From an anonymized image database of patients with severe emphysema, 129 CT scans were used. Lung lobe segmentations were performed to identify lobar regions, and the boundaries among these regions were used to construct approximate interlobar regions of interest (ROIs). The interlobar ROIs were annotated by expert image analysts to identify voxels where the fissure was present and create a reference ROI that excluded non-fissure voxels (where the fissure is incomplete). A CNN configured by nnU-Net was trained using 86 CT scans and their corresponding reference ROIs to segment the ROIs of left oblique fissure (LOF), right oblique fissure (ROF), and right horizontal fissure (RHF). For an independent test set of 43 cases, fissure integrity was quantified by mapping the segmented fissure ROI along the interlobar ROI. A fissure integrity score (FIS) was then calculated as the percentage of labeled fissure voxels divided by total voxels in the interlobar ROI. Predicted FIS (p-FIS) was quantified from the CNN output, and statistical analyses were performed comparing p-FIS and reference FIS (r-FIS).

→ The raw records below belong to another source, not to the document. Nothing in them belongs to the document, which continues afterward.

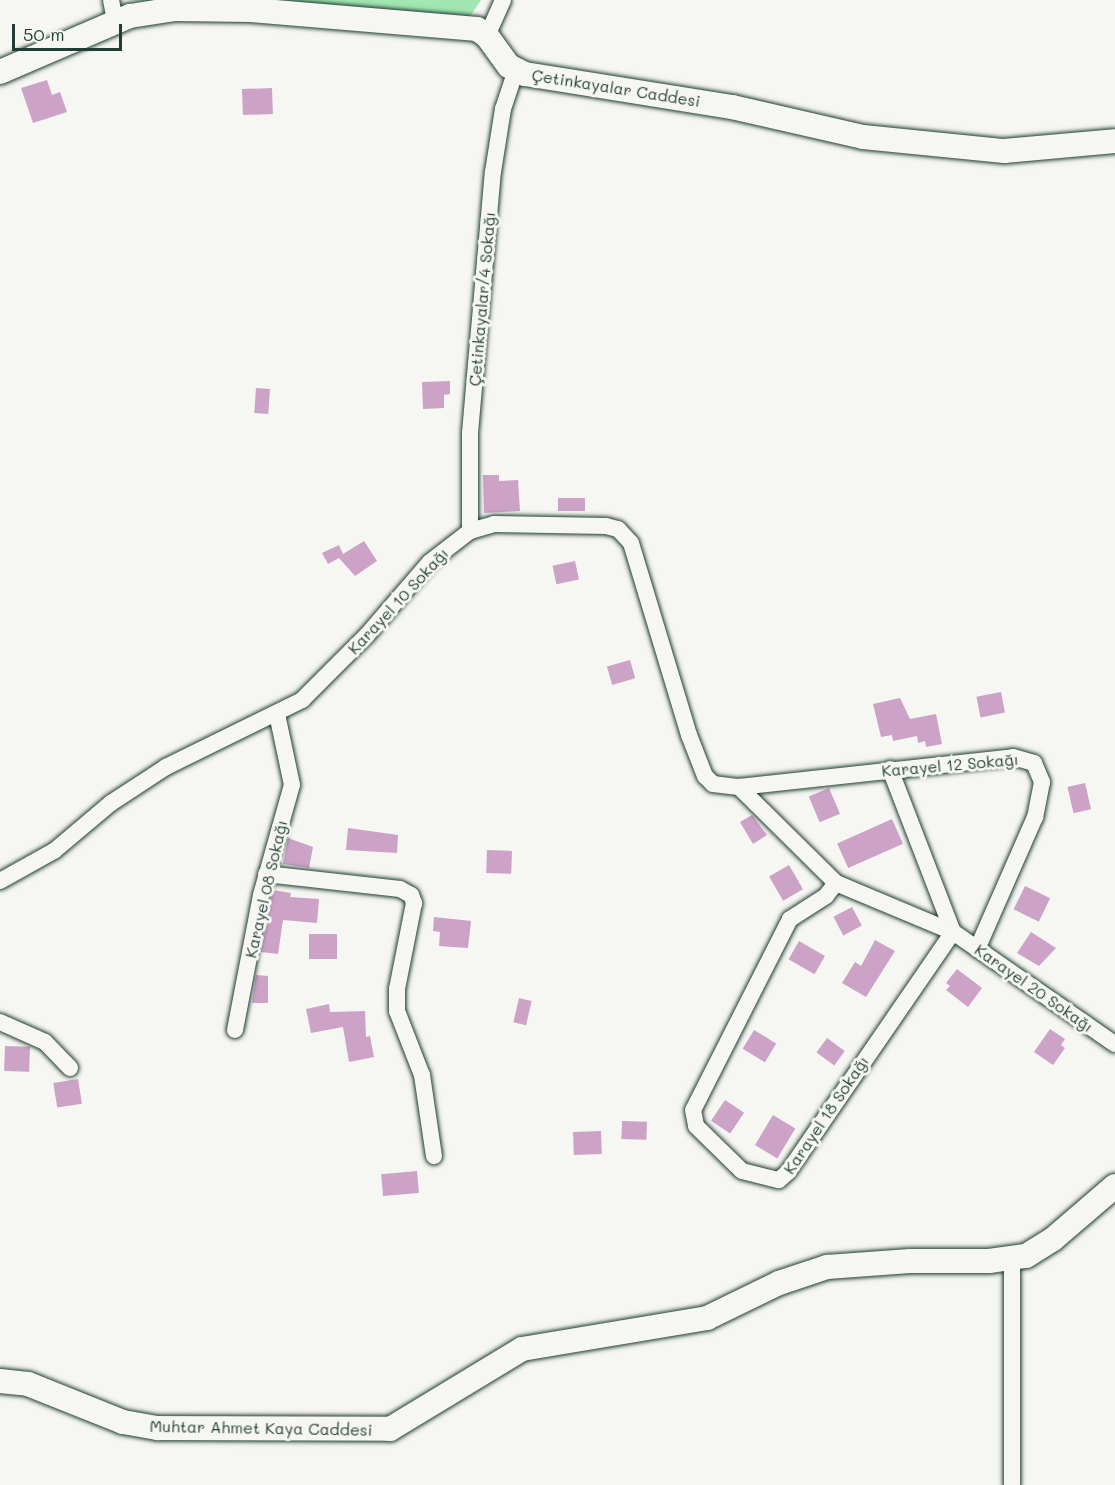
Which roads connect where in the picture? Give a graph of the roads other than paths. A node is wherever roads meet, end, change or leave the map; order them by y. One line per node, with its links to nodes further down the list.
1 (503, 0): 3 (street)
2 (113, 10): 3 (street); 5 (street)
3 (487, 36): 4 (street, Çetinkayalar Caddesi)
4 (516, 70): 6 (street, Çetinkayalar Caddesi); 7 (street, Çetinkayalar/4 Sokağı)
5 (0, 72)
6 (1115, 141)
7 (470, 531): 8 (street, Karayel 10 Sokağı); 10 (street, Karayel 10 Sokağı)
8 (277, 714): 11 (street, Karayel 08 Sokağı); 12 (street, Karayel 10 Sokağı)
9 (890, 770): 10 (street, Karayel 12 Sokağı); 14 (street); 15 (street, Karayel 12 Sokağı)
10 (739, 787): 13 (street)
11 (267, 874): 17 (street, Karayel 08 Sokağı); 20 (street)
12 (0, 880)
13 (836, 883): 14 (street); 14 (street, Karayel 18 Sokağı)
14 (953, 932): 15 (street, Karayel 20 Sokağı)
15 (977, 949): 18 (street, Karayel 20 Sokağı)
16 (0, 1022): 19 (street)
17 (236, 1030)
18 (1115, 1044)
19 (70, 1068)
20 (434, 1156)
21 (1115, 1186): 22 (street, Muhtar Ahmet Kaya Caddesi)
22 (1012, 1259): 23 (street, Muhtar Ahmet Kaya Caddesi); 24 (street)
23 (0, 1381)
24 (1012, 1485)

The absolute percent error mean (±SD) between r-FIS and p-FIS for the test set was 4.0% (), 6.0% (), and 12.2% () for the LOF, ROF, and RHF, respectively.
A DL approach was developed to segment lung fissures on CT images and accurately quantify FIS. It has potential to assist in the identification of emphysema patients who would benefit from EBV treatment.

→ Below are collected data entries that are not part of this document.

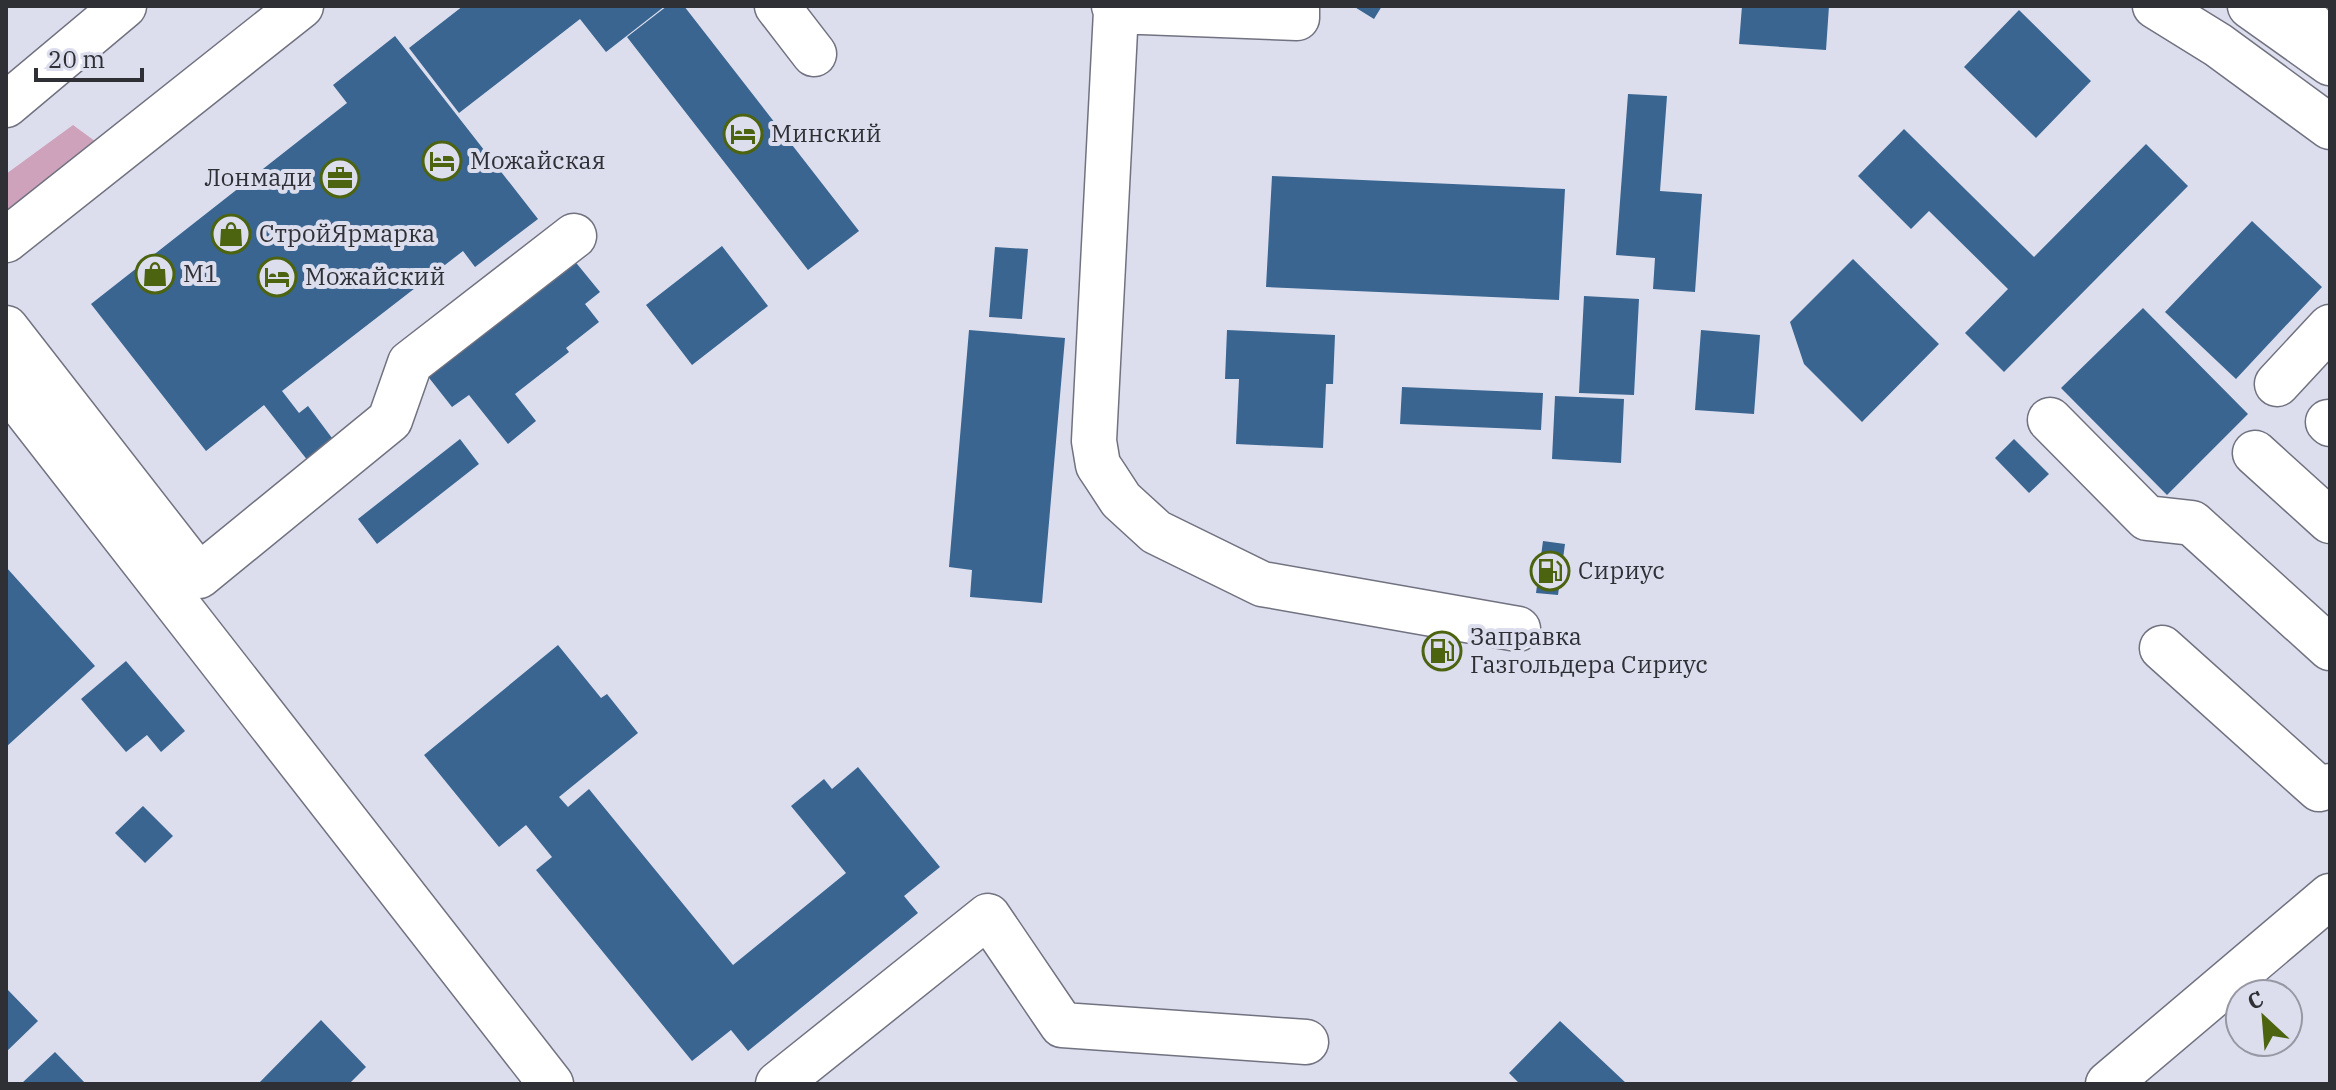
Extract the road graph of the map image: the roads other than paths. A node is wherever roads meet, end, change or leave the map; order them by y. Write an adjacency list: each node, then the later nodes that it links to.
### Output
1 (124, 6): 12 (main road)
2 (301, 6): 15 (main road)
3 (777, 6): 10 (main road)
4 (1297, 6): 8 (main road)
5 (2155, 6): 13 (main road)
6 (2250, 6): 11 (main road)
7 (2293, 6): 9 (main road)
8 (1115, 9): 23 (main road)
9 (2330, 44)
10 (814, 54)
11 (2330, 63)
12 (6, 105)
13 (2330, 127)
14 (574, 236): 17 (main road)
15 (6, 240)
16 (2330, 327): 18 (main road)
17 (6, 328)
18 (2277, 384)
19 (6, 385): 29 (main road)
20 (2050, 420): 25 (main road)
21 (2255, 453): 22 (main road)
22 (2330, 521)
23 (1518, 629)
24 (2162, 648): 26 (main road)
25 (2330, 648)
26 (2330, 786)
27 (2330, 896): 31 (main road)
28 (1306, 1042): 30 (main road)
29 (551, 1084)
30 (778, 1084)
31 (2108, 1084)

评估肺裂的完整性对于确定肺气肿患者是否具有完整肺裂以及是否适合接受支气管内瓣膜(EBV)治疗至关重要。我们提出一种深度学习(DL)方法,使用基于三维补丁的卷积神经网络(CNN)对肺裂进行分割,并在CT上对肺裂完整性进行定量评估,以用于重度肺气肿患者的评估。
从重度肺气肿患者的匿名图像数据库中选取了129例CT扫描图像。进行肺叶分割以识别肺叶区域,并利用这些区域之间的边界构建近似的叶间感兴趣区域(ROI)。叶间ROI由专业图像分析人员进行标注,以识别存在肺裂的体素,并创建一个排除非肺裂体素(即肺裂不完整处)的参考ROI。使用nnU-Net配置的CNN,利用86例CT扫描图像及其相应的参考ROI进行训练,以分割左斜裂(LOF)、右斜裂(ROF)和右水平裂(RHF)的ROI。对于43例独立测试集,通过沿叶间ROI映射分割的肺裂ROI来量化肺裂完整性。然后计算肺裂完整性评分(FIS),即标记的肺裂体素占叶间ROI总体素的百分比。从CNN输出中量化预测的FIS(p-FIS),并进行统计分析以比较p-FIS和参考FIS(r-FIS)。
测试集的LOF、ROF和RHF的r-FIS与p-FIS之间的绝对百分比误差均值(±标准差)分别为4.0%()、6.0%()和12.2%()。
开发了一种DL方法来分割CT图像上的肺裂并准确量化FIS。它有可能帮助识别将从EBV治疗中获益的肺气肿患者。